16      The State also cites State ex rel. Susedik v. Knutson, 52 Wis. 2d 593, 596-98, 191 N.W.2d 23 (1971), for the proposition that Strohman “should be equitably estopped from asserting the statute of limitations to prevent him [from] receiving a conviction for the March 23, 2005 OWI offense, as the statute of limitations time period was tolled based on the defendant’s bad acts.”  As just explained, the State has failed to point to any “bad acts” on Strohman’s part, at least in the form of a fraud or misrepresentation.  In any event, Knutson was a paternity case holding that a party’s conduct reasonably inducing someone not to bring a paternity action earlier in time can, in certain circumstances, bar that party from asserting a statute of limitations defense.  Id. at 598.  Beyond the decidedly different facts generating the “outrageous situation” found in Knutson,  52 Wis. 2d at 597, the State provides no authority that equitable estoppel can be applied to toll limitations periods in criminal cases, especially in light of Wis. Stat. § 939.74(3).  We need not consider arguments that are unsupported by legal authority.  State v. Pettit, 171 Wis. 2d 627, 646-47, 492 N.W.2d 633 (Ct.

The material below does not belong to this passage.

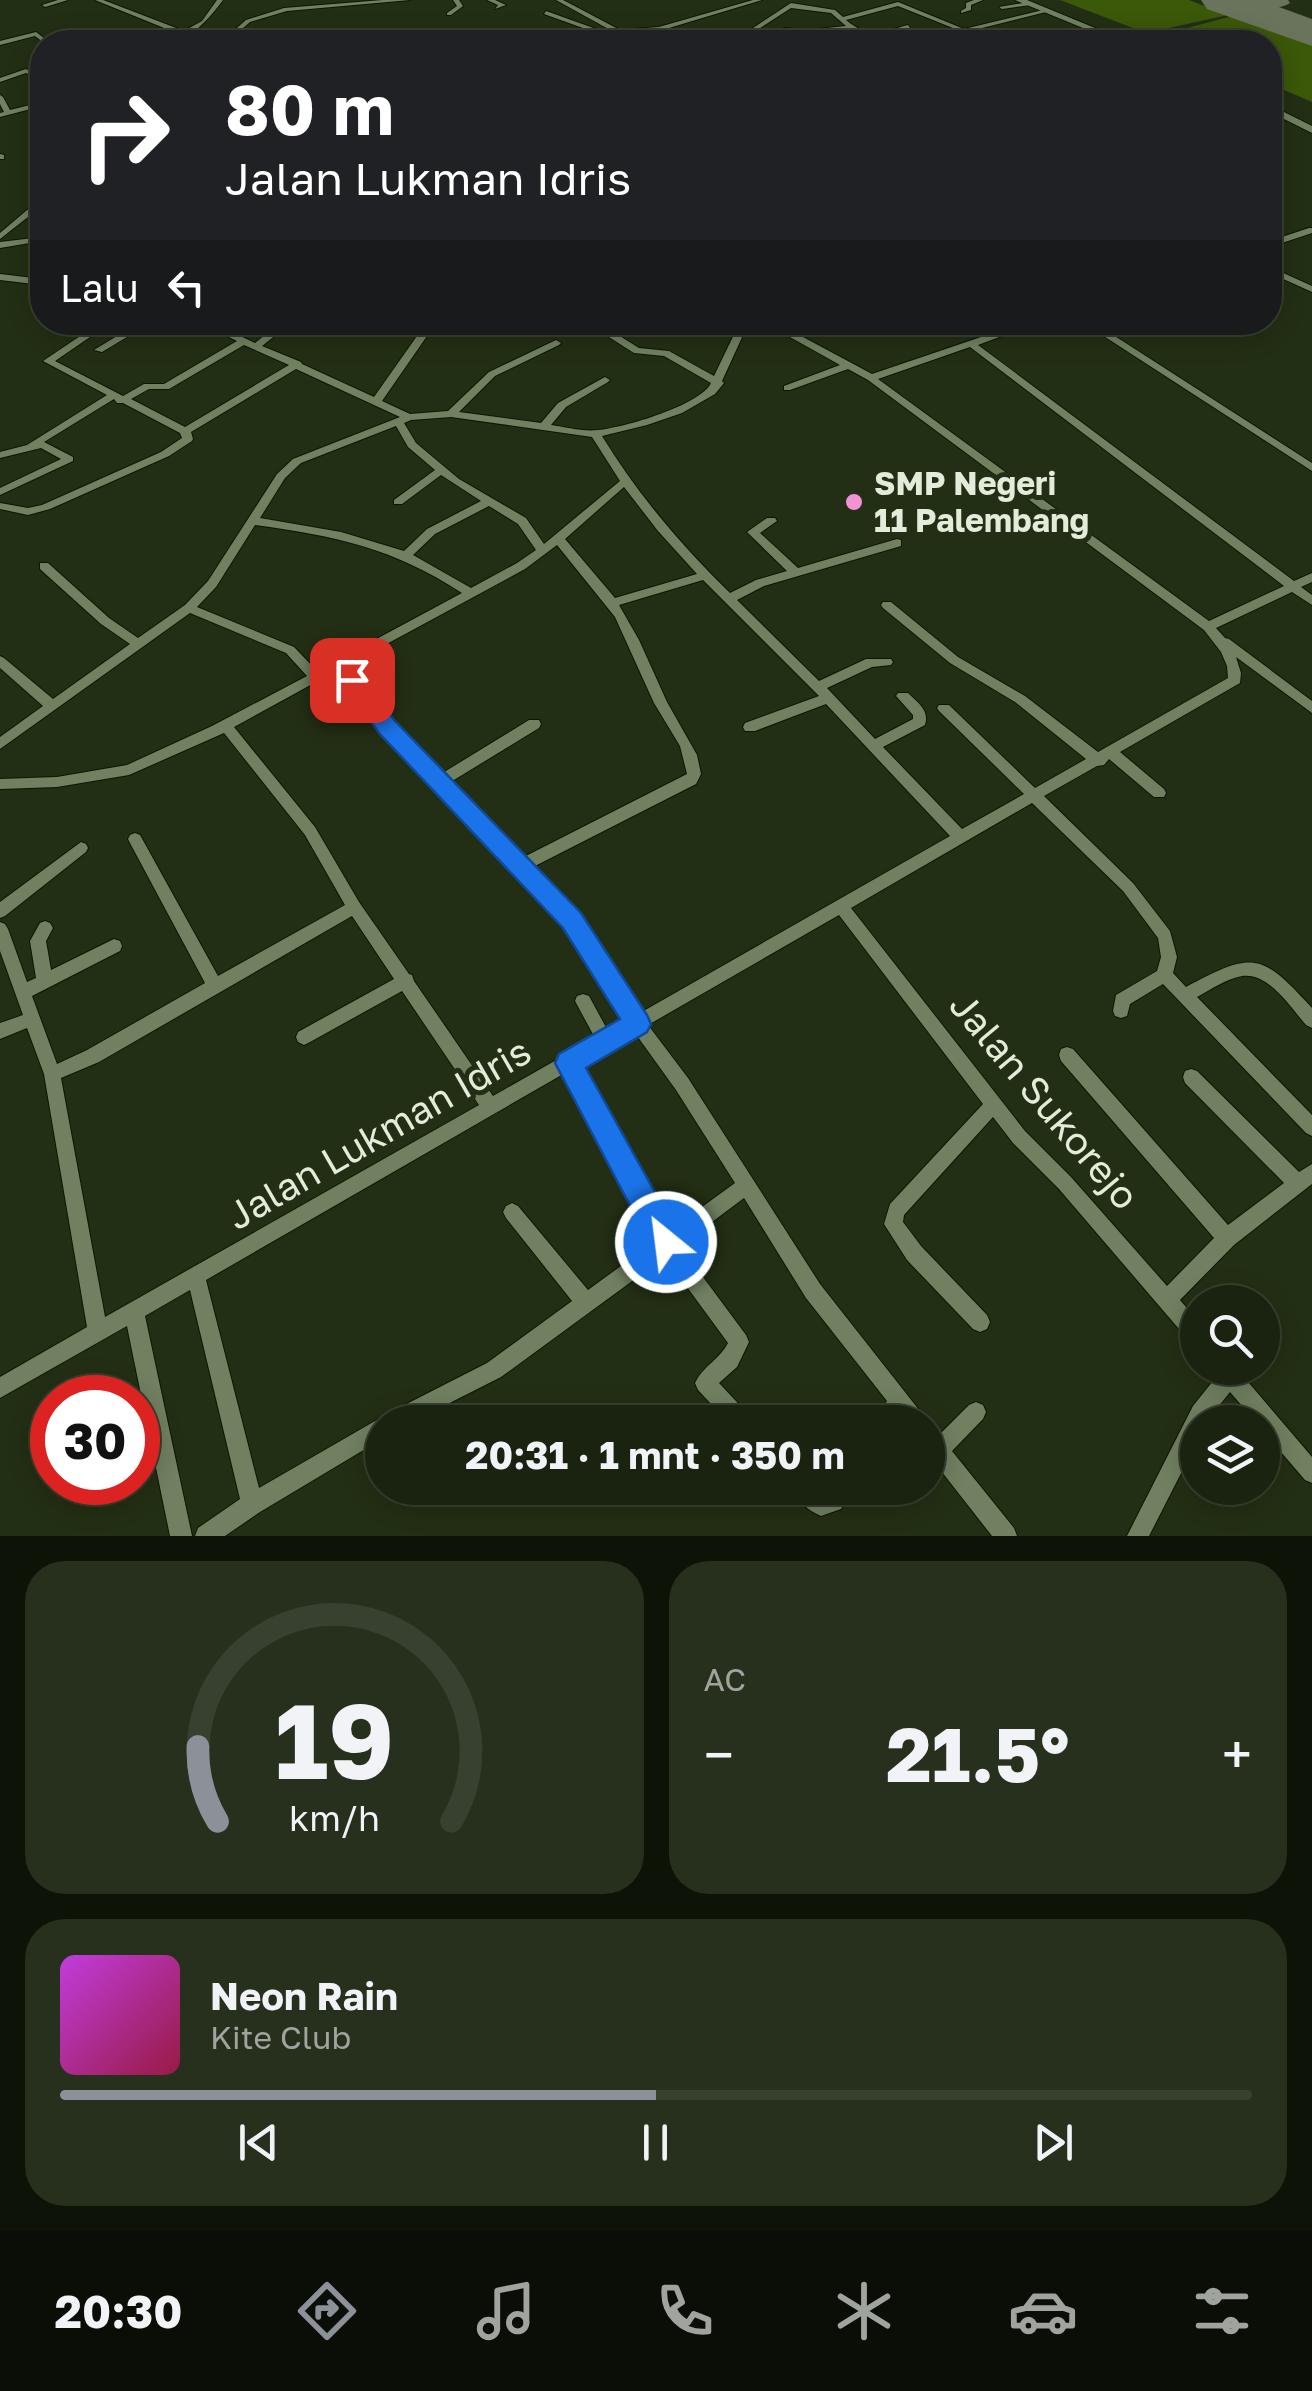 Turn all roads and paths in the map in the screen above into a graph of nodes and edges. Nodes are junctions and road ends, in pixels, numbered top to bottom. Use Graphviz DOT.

App. 1992).

17      Finally, we note the incongruity of the State’s position in this case relative to existing law, most notably Jensen, 184 Wis. 2d at 99, which the State ignores in its brief.  As alluded to above, in Jensen, we adopted the State’s argument that, because an offense that is actually a qualified second (or greater) OWI offense can only be criminally prosecuted, any municipal proceeding regarding such an offense is “null and void[,]” with any such municipal judgment “having no force or effect, [such that] it is as if it never took place.”  Id.  Thus, Jensen held the State may criminally prosecute such offenses regardless of whether a municipal forfeiture judgment for that same offense has been vacated.  Id. at 98-99.  These holdings generate two important conclusions here.  First, if Strohman’s civil forfeiture judgment was null and void, such that the State always had a right to bring the criminal prosecution at issue, then the applicable statute of limitations for such a prosecution governs without regard to the municipal proceedings.  Second, and related, contrary to the State’s central premise, neither Strohman nor the governing law ever prevented the State from timely bringing the criminal prosecution at issue.[5]

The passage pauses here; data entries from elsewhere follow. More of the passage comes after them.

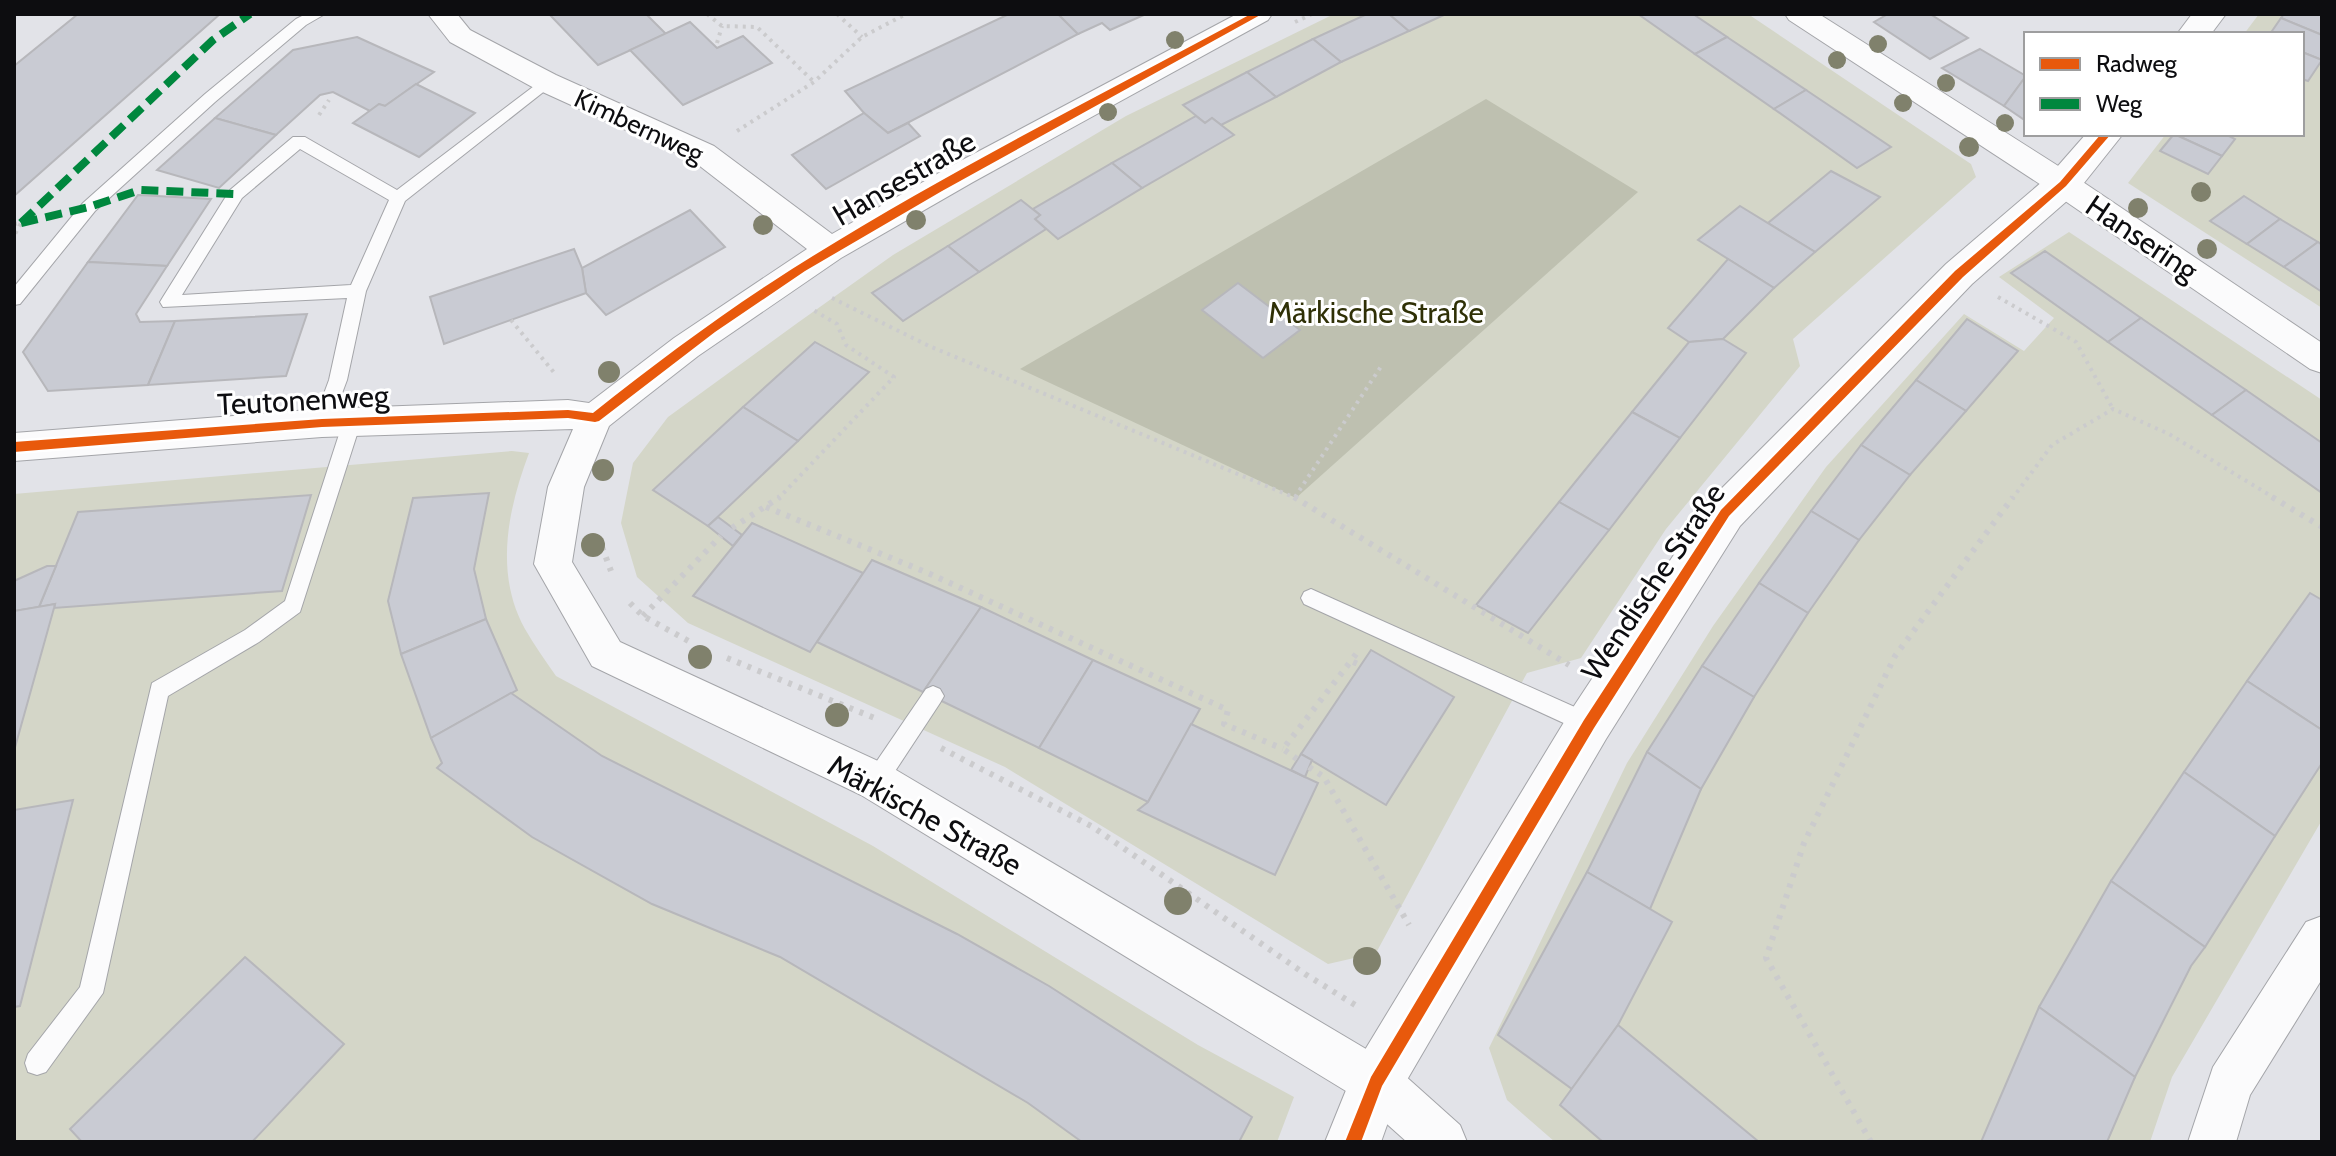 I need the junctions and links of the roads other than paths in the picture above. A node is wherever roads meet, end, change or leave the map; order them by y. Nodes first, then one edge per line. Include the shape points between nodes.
1 (318, 14) edge
2 (442, 14) edge
3 (1258, 14) edge
4 (1799, 14) edge
5 (2210, 14) edge
6 (2195, 32) edge
7 (546, 82) junction
8 (2104, 136) edge
9 (2063, 184) junction
10 (398, 198) junction
11 (830, 250) junction
12 (357, 291) junction
13 (14, 299) edge
14 (2322, 360) edge
15 (595, 418) junction
16 (337, 423) junction
17 (14, 447) edge
18 (1311, 598) dead end
19 (933, 696) dead end
20 (1600, 707) junction
21 (876, 781) junction
22 (2322, 938) edge
23 (37, 1063) dead end
24 (1376, 1082) junction
25 (1353, 1142) edge
26 (1443, 1142) edge
27 (2212, 1142) edge

1 - 13 lane via 301,22 89,207
2 - 7 street, Kimbernweg via 460,36
3 - 11 street, Hansestraße
4 - 9 street, Hansering
5 - 6 street
7 - 10 lane
7 - 11 street, Kimbernweg via 703,153
8 - 9 street, Wendische Straße
9 - 14 street, Hansering
9 - 20 street, Wendische Straße via 1959,274 1725,513
10 - 12 lane
10 - 12 lane via 299,141 236,194 169,302
11 - 15 street, Hansestraße via 686,347
12 - 16 lane via 338,380
15 - 16 street, Teutonenweg via 568,414
15 - 21 street, Märkische Straße via 566,487 553,564 606,654
16 - 17 street, Teutonenweg
16 - 23 lane via 293,606 159,690 91,993
18 - 20 lane
19 - 21 lane
20 - 24 street, Wendische Straße
21 - 24 street, Märkische Straße
22 - 27 street via 2230,1084
24 - 25 street, Wendische Straße
24 - 26 street, Märkische Straße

18      Ultimately, the State commenced an untimely criminal prosecution, and the circuit court erred in upholding such a prosecution.  Accordingly, we reverse the judgment of conviction and remand with instructions that the State’s prosecution be dismissed with prejudice. 

            By the Court.—Judgment and order reversed and cause remanded with directions.

            This opinion will not be published.  See Wis. Stat. Rule 809.23(1)(b)4.

 

 


 



[1]  This appeal is decided by one judge pursuant to Wis. Stat. § 752.31(2).  All references to the Wisconsin Statutes are to the 2011-12 version unless otherwise noted.

[2]  Wisconsin Stat. § 939.74 is titled “Time limitations on prosecutions” and provides: 

(1) Except as provided in subs. (2) and (2d) and s. 946.88(1), prosecution for a felony must be commenced within 6 years and prosecution for a misdemeanor or for adultery within 3 years after the commission thereof.  Within the meaning of this section, a prosecution has commenced when a warrant or summons is issued, an indictment is found, or an information is filed.

[3] Strohman’s sentence of five days in jail, a $350 fine, and twelve months’ license revocation was stayed pending this appeal.

[4]  Thus, even if the State were to argue that by voiding the judgment Strohman’s offense reverted back to a pending status, it was still never a pending criminal matter, as it had been charged and resolved as a civil municipal forfeiture offense.

[5]  Because we rule in Strohman’s favor on the grounds indicated, we do not reach his alternative arguments that the State could not have reasonably relied upon any alleged representations he may have made, and that the State has no standing to assert estoppel as a basis to defeat Strohman’s statute of limitations defense.  See Gross v. Hoffman, 227 Wis. 296, 300, 277 N.W. 663 (1938) (If a decision on one point is dispositive, we need not address other issues raised.).